Here are two interesting recent articles on Richard Wagner (1813-1883)

408px-Richard_Wagner,_Paris,_1861"Is Wagner Bad For Us?" by Nicolas Spice, London Review of Books (11 April 2013); from the article:

Theft; the breaking of vows, promises and contracts; seduction, adultery, incest, disobedience, defiance of the gods, daring to ask the one forbidden question, the renunciation of love for power, genital self-mutilation as the price of magic: Wagner’s work is everywhere preoccupied with boundaries set and overstepped, limits reached and exceeded.
.....
Difficulties and disasters dogged [Wagner's opera] Tristan und Isolde from the start and in the Wagner circle it came to be thought of as in some way cursed. The attempt at a first production in Vienna in 1862 foundered: the demands the opera made on players and singers were too much for them and the production was abandoned after 77 rehearsals. The planned public premiere in Munich in 1865 had to be postponed for a month, when Malvina Schnorr, who was singing Isolde, lost her voice on the morning of the first performance after taking a ‘vapour bath’. Relations between the orchestra and the conductor, Hans von Bülow, grew strained: Franz Strauss, father of Richard and the brilliant first horn of the Munich orchestra, had a blazing row with von Bülow, stomped out of the pit and had to be coaxed back. Ludwig Schnorr von Carolsfeld, who sang Tristan to his wife’s Isolde, caught a chill on stage and subsequently died; on his deathbed he is said to have called out Wagner’s name. His wife abandoned her career after his death. ‘I drove you to the abyss,’ Wagner wrote in his diary; ‘I pushed him over.’ Four years later, during rehearsals for a revival of the first production, one of von Bülow’s young assistants had a mental breakdown, apparently brought on by the opera, and was institutionalised. In 1911, Felix Mottl collapsed and died while conducting Tristan and Joseph Keilberth met the same end in 1968.
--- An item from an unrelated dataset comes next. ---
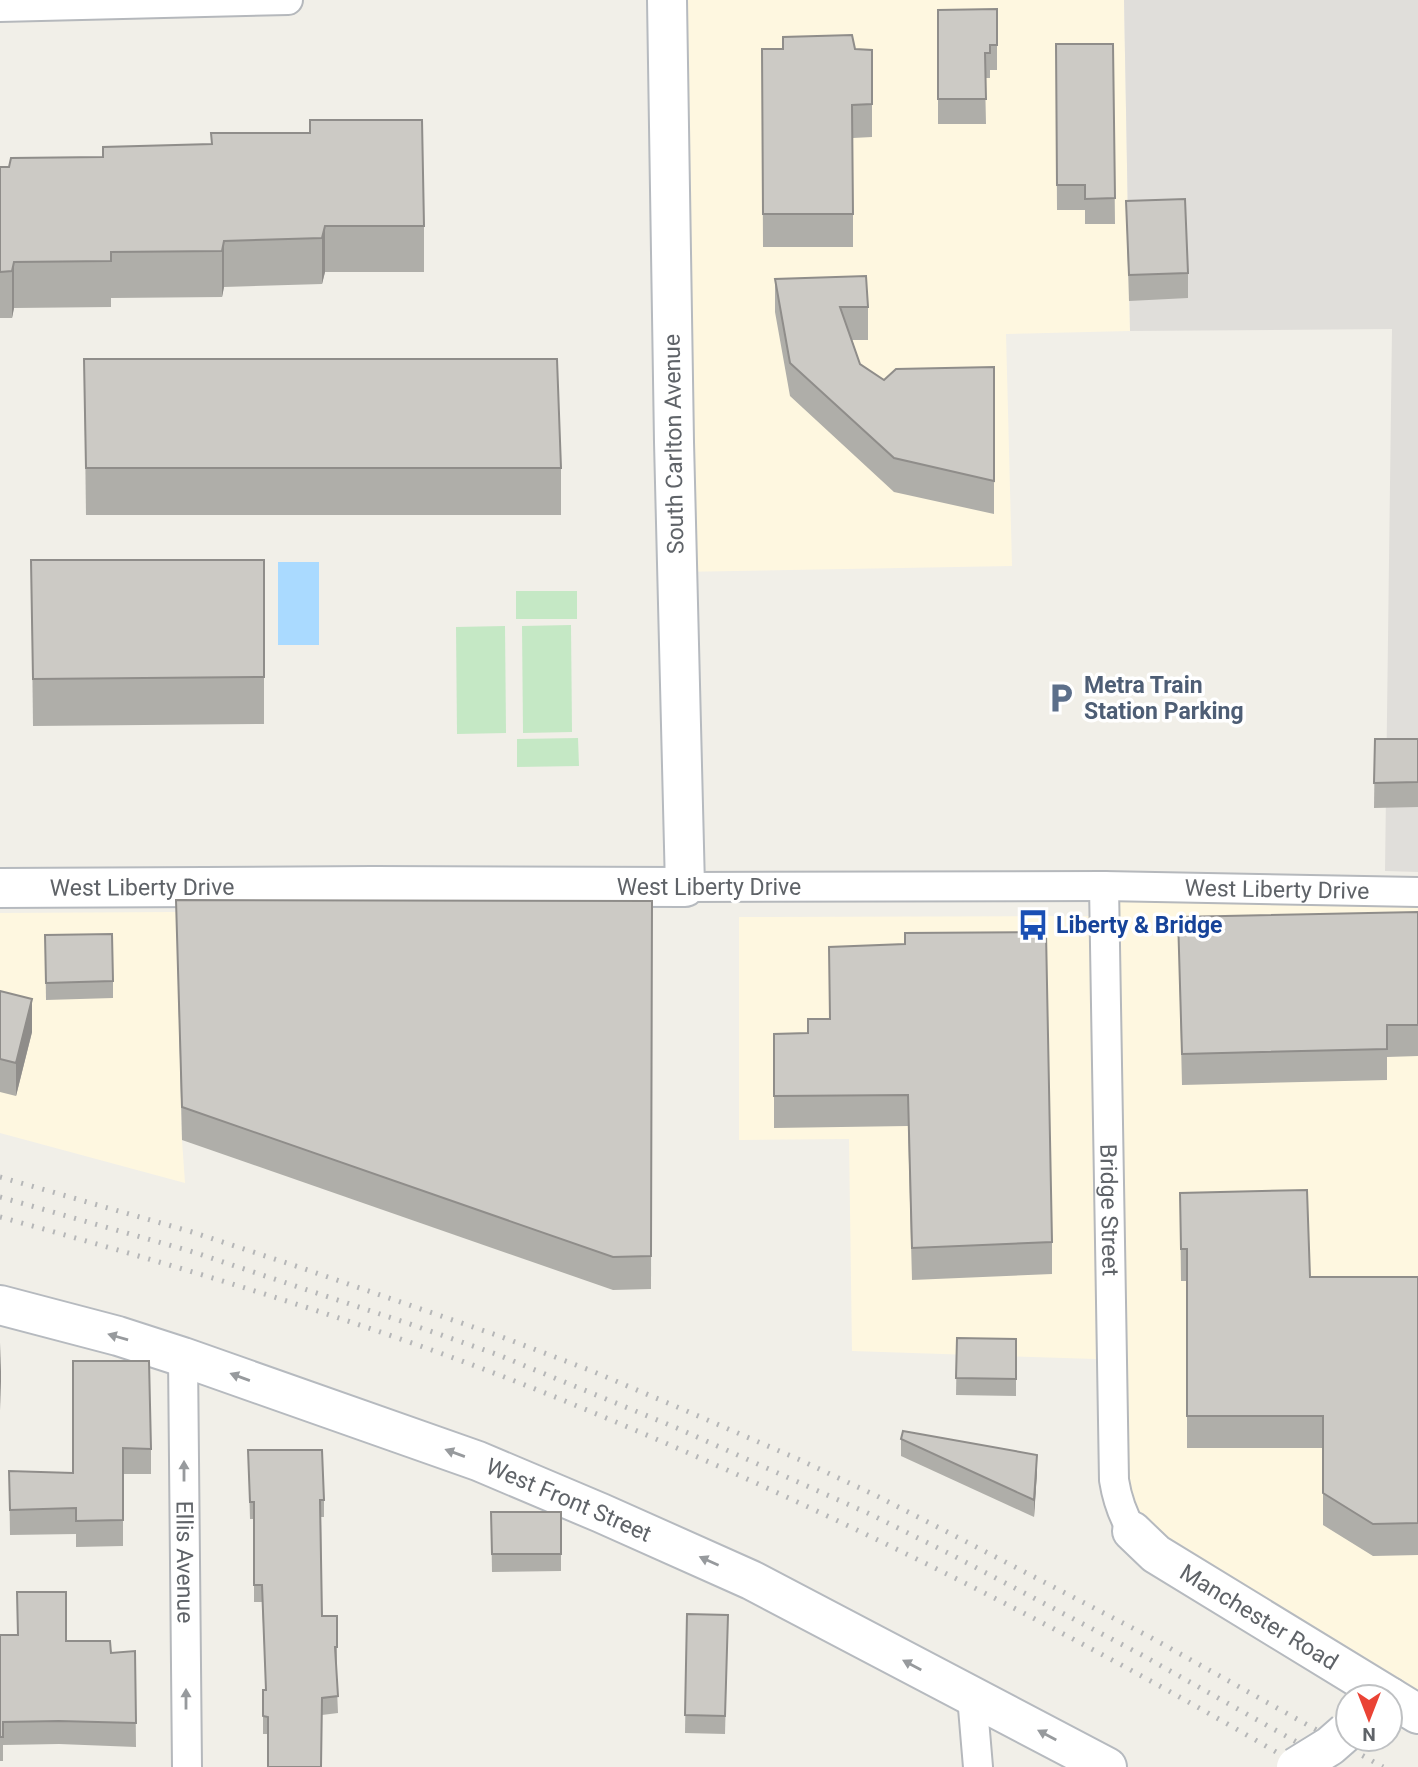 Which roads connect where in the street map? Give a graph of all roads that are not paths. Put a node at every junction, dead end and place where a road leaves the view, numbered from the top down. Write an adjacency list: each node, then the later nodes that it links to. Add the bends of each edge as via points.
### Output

Image-483595-galleryV9-evha"Wagner's Dark Shadow: Can We Separate the Man from His Works?" by Dirk Kurbjuweit, Spiegel Online (April 12, 2013); from the article:

Markus Käbisch, 45, is adept at describing what it's like to listen to this music. He studied music and is now an entrepreneur in the solar industry. He lives in Leipzig, Wagner's birthplace....

Käbisch loves Wagner's music but says he "couldn't handle it every day." He describes it as being, "extremely captivating; when you listen to it the ego and the individual disappear, and you become intoxicated, entering a state of ecstasy." Käbisch calls it "overpowering music." "That's what is so dangerous about it, and it's why this music was so well-suited to politics in the Third Reich." When the conversation turns to Wagner, politics is never far away. Wagner himself conceived his music as political. He didn't want to be merely an artist, but to build a new society, a society of the emotionally transported, of people who seek love instead of striving for money and power. His music was also a propaganda tool for this idea.

Photos: (Click each image for an enlarged version); top: Richard Wagner, 1861 when in exile in Paris; bottom: a 2010 staging of Lohengrin at the Bayreuth Festival.

April 21, 2013 in History, Music, New York & NYC | Permalink | Comments (0)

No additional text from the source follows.